WORK TO COMPLETE >> Lines where the string "roads" appears are to be copied from the entries below.
::: RECORDS FOR PROCESSING :::
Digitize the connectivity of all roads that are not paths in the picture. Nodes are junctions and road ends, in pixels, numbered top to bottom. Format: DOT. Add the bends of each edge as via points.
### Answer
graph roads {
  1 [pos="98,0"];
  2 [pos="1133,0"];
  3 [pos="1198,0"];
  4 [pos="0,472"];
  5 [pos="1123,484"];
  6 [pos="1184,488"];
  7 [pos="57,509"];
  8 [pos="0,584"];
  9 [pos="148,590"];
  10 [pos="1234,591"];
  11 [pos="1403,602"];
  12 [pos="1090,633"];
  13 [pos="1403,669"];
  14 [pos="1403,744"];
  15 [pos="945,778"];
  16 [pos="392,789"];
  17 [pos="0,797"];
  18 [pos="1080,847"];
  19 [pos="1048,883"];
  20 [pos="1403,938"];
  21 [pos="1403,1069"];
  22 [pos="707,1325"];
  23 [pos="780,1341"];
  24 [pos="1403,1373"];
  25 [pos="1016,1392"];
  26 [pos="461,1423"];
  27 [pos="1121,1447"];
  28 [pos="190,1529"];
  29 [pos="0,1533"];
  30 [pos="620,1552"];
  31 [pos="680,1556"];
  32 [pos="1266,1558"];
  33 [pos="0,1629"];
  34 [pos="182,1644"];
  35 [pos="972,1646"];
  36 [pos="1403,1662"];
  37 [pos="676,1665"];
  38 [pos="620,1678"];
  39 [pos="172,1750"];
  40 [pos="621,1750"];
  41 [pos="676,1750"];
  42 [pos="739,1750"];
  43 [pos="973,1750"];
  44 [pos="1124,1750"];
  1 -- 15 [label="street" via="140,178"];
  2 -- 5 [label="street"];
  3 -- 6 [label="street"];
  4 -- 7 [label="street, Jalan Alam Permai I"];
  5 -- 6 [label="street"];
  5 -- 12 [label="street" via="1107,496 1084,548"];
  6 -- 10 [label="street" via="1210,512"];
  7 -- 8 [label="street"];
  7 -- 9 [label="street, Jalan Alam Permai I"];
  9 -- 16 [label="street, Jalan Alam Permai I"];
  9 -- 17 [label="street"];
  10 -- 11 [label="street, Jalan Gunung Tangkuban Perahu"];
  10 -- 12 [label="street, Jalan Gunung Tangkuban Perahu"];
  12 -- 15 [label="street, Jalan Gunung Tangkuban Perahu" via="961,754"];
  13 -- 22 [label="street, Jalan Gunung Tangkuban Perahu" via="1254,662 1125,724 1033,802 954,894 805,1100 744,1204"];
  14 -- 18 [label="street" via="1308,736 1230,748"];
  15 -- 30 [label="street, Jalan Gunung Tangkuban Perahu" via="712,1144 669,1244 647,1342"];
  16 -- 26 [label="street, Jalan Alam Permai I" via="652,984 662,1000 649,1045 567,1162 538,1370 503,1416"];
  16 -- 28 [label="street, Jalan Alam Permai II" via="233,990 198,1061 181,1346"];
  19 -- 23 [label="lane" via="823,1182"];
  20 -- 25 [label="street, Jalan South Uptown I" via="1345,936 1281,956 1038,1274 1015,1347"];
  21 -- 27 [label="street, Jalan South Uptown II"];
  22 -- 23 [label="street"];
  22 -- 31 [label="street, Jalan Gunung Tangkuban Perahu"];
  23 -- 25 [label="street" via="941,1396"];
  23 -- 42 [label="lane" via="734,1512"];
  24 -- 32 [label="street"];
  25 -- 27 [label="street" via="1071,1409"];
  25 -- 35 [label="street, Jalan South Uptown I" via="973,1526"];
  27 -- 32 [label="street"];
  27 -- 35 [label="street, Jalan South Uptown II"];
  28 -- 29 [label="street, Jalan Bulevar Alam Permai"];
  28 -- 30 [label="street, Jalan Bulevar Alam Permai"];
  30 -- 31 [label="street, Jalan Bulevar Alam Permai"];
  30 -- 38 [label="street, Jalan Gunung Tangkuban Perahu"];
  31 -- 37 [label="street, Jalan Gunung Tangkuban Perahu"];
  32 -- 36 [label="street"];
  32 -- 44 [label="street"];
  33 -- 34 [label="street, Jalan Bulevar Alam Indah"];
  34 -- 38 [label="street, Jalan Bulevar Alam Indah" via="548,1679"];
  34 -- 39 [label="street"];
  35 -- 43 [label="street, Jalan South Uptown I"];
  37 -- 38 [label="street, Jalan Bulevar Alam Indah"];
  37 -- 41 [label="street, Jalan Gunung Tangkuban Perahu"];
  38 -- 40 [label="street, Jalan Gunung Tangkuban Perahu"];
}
:::
RESPONSE >>
Digitize the connectivity of all roads that are not paths in the picture. Nodes are junctions and road ends, in pixels, numbered top to bottom. Format: DOT. Add the bends of each edge as via points.
graph roads {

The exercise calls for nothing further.